→ Aim of the task:
Using the entries below, give the count of lines that hold "Course". Say nothing besides the number.

→ Recorded information:
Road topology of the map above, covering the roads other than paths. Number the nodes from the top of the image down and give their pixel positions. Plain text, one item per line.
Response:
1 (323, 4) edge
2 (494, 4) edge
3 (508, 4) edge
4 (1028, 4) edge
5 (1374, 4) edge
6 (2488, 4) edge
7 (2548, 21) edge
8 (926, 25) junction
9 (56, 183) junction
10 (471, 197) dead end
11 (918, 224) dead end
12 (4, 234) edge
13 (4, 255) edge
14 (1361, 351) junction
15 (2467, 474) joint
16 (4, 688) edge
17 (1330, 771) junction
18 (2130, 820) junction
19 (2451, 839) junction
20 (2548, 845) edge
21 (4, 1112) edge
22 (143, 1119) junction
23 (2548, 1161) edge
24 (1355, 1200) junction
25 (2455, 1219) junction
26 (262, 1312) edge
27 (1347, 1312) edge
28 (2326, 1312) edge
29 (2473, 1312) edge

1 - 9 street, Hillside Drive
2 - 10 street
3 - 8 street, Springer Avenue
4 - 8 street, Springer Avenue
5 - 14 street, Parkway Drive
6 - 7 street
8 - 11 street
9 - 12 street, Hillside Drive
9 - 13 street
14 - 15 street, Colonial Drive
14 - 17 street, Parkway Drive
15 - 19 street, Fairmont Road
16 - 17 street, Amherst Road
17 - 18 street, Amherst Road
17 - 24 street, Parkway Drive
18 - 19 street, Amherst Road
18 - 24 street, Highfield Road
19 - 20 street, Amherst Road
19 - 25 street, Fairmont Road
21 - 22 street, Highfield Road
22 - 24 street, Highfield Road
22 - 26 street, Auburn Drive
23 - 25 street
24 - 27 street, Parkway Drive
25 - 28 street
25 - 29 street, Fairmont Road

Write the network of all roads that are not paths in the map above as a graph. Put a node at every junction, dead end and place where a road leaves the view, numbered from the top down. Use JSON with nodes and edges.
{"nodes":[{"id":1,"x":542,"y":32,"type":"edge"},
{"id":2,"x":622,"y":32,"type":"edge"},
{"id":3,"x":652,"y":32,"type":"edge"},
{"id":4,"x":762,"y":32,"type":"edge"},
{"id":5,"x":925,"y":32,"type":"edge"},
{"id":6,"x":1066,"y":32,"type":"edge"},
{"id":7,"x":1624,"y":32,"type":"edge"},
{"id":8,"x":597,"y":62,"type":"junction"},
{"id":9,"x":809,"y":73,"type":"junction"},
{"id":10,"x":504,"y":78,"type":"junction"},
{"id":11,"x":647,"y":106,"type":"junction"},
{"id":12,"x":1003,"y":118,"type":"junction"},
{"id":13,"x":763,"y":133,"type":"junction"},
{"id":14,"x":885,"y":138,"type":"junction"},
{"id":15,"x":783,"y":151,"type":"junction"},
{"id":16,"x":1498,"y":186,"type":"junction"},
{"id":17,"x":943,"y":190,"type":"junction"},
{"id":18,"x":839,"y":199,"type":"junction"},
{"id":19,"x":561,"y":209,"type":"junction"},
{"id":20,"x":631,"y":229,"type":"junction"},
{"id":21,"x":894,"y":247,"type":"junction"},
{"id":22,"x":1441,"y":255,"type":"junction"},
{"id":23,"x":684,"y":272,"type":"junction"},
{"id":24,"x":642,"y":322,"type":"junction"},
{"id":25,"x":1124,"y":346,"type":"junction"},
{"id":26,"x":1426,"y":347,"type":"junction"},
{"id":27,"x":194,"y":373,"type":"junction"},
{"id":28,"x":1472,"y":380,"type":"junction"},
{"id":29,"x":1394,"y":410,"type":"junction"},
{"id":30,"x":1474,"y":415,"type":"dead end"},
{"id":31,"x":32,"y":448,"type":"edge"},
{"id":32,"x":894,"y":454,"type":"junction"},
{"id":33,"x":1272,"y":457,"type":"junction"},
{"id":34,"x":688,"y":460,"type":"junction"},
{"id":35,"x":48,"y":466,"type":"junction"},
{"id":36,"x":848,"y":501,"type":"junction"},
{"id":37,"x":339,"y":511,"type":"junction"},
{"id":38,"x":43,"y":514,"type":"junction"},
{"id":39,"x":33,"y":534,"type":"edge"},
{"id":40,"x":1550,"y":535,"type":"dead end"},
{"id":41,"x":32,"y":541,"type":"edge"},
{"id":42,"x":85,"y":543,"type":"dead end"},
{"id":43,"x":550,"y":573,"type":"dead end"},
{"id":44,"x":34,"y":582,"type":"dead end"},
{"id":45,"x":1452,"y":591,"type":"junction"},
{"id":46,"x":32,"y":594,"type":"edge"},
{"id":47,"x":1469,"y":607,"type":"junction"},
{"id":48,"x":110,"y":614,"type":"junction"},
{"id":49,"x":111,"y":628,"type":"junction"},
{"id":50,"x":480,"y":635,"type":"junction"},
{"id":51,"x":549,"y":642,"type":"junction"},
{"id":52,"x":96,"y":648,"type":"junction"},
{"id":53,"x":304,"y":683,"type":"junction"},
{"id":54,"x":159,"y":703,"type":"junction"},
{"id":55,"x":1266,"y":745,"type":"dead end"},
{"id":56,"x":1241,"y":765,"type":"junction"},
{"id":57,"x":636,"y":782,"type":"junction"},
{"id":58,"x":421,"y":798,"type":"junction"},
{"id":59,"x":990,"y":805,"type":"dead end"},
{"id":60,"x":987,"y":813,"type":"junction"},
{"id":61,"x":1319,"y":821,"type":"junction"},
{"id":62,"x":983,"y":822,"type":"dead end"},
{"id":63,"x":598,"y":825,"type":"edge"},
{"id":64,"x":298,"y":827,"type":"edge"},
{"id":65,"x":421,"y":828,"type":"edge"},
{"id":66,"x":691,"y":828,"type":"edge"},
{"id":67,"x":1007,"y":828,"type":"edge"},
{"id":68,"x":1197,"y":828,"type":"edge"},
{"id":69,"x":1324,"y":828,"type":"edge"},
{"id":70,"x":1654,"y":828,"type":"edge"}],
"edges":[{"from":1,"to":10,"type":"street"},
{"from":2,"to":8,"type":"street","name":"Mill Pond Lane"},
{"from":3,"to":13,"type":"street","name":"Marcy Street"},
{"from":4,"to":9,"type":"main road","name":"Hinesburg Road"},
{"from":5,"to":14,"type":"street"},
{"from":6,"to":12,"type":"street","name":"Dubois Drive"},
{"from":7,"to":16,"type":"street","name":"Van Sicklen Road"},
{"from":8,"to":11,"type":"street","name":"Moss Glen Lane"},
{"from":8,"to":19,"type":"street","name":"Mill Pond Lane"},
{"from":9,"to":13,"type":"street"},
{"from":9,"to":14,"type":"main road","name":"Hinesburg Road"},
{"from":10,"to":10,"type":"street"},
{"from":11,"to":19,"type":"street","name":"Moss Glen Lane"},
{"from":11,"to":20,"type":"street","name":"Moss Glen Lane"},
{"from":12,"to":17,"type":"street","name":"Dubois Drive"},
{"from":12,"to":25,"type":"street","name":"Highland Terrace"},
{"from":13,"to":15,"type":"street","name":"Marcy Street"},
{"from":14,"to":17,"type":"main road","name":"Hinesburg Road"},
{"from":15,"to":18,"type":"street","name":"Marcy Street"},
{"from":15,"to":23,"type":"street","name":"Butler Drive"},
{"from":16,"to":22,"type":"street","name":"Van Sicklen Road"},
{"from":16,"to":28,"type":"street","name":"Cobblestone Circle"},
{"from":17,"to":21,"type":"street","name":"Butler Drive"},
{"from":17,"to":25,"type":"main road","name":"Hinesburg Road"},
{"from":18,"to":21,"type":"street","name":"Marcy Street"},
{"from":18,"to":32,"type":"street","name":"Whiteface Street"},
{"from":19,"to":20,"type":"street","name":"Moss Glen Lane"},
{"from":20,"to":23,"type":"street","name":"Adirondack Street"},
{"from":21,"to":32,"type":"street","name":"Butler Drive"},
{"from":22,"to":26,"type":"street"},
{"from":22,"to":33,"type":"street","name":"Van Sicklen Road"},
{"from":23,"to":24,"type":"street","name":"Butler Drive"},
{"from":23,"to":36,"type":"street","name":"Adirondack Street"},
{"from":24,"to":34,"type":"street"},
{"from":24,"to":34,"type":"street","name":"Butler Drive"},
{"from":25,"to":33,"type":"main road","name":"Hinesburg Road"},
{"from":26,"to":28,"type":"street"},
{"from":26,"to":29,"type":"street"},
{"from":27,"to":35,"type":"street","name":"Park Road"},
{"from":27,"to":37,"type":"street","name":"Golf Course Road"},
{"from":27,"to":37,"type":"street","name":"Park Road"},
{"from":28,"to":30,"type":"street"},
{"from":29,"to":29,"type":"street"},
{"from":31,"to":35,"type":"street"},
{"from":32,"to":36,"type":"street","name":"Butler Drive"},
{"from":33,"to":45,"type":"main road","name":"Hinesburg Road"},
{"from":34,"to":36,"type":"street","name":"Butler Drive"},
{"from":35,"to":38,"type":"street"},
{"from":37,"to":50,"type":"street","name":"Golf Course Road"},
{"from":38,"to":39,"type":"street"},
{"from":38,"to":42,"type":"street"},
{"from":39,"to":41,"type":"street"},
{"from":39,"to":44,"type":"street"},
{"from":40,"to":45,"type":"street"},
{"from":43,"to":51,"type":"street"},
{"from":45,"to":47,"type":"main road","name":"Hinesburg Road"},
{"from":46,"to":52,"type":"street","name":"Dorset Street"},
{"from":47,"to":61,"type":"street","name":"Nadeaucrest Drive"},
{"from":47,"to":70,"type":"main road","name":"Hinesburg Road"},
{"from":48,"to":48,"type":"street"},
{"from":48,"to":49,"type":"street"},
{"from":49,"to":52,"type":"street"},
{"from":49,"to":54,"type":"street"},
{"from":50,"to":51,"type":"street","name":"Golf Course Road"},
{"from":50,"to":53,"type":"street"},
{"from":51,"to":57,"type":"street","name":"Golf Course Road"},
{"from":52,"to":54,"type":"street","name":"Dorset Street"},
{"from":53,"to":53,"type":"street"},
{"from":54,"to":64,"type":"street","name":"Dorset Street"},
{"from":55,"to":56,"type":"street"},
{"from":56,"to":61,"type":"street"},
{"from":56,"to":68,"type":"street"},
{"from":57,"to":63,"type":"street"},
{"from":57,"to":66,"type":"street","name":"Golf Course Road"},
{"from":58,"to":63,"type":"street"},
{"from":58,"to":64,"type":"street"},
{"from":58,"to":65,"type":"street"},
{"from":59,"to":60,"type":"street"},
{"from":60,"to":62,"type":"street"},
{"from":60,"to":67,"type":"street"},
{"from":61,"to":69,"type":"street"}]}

→ Task solution:
5